━━━━━ Extracted data ━━━━━

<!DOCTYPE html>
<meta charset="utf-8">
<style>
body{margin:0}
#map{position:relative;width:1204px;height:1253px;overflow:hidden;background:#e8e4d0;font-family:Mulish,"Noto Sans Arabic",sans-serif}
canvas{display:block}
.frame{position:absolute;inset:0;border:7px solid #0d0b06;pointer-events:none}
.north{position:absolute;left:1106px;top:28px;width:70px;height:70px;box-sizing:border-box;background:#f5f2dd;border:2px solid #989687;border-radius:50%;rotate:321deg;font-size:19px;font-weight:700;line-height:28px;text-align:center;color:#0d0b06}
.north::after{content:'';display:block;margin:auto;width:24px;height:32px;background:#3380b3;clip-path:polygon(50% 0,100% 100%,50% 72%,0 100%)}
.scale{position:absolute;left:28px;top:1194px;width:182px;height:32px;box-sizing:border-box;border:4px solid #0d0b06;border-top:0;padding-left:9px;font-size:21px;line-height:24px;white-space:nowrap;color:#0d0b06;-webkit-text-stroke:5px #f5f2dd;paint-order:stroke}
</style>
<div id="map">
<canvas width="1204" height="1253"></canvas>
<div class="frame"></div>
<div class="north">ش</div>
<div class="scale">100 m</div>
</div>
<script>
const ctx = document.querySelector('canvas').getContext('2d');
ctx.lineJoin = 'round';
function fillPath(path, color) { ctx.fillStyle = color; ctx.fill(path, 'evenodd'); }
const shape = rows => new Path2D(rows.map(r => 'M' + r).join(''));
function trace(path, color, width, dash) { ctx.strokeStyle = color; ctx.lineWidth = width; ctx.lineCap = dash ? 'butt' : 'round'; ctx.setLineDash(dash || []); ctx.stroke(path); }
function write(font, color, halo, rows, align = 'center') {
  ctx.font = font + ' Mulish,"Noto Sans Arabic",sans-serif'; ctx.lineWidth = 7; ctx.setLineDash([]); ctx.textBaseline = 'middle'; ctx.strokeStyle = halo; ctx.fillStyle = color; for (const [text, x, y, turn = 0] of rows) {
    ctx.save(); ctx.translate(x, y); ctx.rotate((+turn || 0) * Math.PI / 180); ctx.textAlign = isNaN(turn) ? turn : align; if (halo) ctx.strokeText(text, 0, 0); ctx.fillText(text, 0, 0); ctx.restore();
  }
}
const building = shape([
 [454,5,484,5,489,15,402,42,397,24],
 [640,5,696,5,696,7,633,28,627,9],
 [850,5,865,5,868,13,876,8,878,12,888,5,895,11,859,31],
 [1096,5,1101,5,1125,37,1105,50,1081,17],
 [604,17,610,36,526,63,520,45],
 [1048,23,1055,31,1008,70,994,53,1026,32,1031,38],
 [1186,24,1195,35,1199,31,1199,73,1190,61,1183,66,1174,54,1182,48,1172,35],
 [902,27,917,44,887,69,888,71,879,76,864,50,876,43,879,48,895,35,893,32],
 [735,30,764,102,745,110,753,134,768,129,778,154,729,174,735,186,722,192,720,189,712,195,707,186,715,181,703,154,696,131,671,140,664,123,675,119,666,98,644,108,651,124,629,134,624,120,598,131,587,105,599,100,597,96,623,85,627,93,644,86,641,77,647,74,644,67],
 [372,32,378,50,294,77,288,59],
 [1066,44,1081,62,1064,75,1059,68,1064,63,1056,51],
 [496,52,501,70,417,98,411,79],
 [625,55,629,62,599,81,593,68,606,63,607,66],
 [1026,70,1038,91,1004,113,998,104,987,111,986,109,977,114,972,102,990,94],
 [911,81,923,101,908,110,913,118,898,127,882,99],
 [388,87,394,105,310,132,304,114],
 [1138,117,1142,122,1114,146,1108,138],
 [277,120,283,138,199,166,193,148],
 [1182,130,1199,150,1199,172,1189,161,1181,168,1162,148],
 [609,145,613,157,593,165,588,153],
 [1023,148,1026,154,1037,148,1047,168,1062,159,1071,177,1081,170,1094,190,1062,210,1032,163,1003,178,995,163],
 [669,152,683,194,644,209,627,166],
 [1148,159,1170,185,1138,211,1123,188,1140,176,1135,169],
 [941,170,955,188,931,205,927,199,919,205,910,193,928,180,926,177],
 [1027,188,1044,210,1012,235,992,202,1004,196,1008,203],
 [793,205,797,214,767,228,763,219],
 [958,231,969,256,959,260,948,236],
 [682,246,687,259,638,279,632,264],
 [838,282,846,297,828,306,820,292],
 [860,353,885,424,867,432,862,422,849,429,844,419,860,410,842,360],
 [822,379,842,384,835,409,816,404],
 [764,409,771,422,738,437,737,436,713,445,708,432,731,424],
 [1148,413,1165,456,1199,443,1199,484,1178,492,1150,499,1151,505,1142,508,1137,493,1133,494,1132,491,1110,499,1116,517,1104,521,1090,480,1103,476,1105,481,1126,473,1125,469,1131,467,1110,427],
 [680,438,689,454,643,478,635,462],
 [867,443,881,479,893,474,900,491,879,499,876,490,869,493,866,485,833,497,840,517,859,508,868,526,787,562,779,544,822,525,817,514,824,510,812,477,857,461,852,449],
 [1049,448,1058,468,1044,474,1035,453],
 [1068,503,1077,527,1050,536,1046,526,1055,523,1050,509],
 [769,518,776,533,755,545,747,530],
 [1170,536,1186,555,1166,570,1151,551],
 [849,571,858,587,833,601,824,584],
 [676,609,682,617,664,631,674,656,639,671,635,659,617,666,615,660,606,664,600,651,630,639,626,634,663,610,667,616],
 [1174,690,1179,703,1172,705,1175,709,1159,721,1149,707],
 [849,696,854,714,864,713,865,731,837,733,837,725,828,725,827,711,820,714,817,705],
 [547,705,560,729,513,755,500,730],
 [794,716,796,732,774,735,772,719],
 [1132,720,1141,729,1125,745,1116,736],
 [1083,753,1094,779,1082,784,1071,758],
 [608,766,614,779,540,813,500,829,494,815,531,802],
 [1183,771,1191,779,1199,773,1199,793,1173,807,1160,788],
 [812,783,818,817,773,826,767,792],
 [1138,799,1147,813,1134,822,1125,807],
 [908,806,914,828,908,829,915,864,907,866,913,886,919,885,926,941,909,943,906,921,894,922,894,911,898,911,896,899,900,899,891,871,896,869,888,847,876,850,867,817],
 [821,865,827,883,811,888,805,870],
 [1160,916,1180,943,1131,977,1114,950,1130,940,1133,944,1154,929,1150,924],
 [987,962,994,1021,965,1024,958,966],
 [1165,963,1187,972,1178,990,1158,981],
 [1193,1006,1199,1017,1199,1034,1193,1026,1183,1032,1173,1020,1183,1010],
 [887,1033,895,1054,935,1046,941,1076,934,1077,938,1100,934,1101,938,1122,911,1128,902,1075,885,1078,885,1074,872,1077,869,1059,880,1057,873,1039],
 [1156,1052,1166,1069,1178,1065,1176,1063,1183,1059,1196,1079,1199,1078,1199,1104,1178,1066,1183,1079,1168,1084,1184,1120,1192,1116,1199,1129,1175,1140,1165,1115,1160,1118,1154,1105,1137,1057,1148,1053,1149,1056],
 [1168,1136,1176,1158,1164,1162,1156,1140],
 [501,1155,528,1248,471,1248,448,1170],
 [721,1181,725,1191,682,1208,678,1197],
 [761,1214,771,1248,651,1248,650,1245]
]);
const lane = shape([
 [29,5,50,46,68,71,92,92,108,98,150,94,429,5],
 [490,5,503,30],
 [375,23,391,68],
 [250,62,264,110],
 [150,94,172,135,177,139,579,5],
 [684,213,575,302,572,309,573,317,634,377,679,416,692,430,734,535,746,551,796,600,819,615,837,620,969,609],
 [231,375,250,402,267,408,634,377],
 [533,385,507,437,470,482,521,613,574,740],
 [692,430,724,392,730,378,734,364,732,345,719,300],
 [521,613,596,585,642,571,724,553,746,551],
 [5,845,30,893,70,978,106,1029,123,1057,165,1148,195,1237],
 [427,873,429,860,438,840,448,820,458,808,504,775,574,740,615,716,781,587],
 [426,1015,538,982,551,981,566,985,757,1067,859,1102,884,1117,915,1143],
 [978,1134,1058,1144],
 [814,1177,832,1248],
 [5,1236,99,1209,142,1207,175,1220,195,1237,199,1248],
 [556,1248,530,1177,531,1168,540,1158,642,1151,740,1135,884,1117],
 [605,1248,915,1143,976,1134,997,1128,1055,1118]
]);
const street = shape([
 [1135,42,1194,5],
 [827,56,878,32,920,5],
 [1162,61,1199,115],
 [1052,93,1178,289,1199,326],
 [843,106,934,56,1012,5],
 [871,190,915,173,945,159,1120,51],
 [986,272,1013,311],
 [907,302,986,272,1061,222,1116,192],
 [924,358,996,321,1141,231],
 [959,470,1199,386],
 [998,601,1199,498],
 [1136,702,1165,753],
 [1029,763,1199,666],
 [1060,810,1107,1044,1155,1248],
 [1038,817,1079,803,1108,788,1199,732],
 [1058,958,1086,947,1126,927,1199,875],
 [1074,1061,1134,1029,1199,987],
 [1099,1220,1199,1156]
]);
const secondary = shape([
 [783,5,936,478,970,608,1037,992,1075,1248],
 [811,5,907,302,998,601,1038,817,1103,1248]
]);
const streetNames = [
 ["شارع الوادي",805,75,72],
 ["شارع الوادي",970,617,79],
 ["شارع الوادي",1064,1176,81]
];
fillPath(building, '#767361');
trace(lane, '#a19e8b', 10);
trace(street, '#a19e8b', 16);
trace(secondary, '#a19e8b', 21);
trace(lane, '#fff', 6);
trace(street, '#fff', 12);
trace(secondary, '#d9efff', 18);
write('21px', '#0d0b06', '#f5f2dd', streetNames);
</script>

━━━━━

What the task requires → Your task is to copy each line of the entries that includes the word "position".

Response to the exercise →
#map{position:relative;width:1204px;height:1253px;overflow:hidden;background:#e8e4d0;font-family:Mulish,"Noto Sans Arabic",sans-serif}
.frame{position:absolute;inset:0;border:7px solid #0d0b06;pointer-events:none}
.north{position:absolute;left:1106px;top:28px;width:70px;height:70px;box-sizing:border-box;background:#f5f2dd;border:2px solid #989687;border-radius:50%;rotate:321deg;font-size:19px;font-weight:700;line-height:28px;text-align:center;color:#0d0b06}
.scale{position:absolute;left:28px;top:1194px;width:182px;height:32px;box-sizing:border-box;border:4px solid #0d0b06;border-top:0;padding-left:9px;font-size:21px;line-height:24px;white-space:nowrap;color:#0d0b06;-webkit-text-stroke:5px #f5f2dd;paint-order:stroke}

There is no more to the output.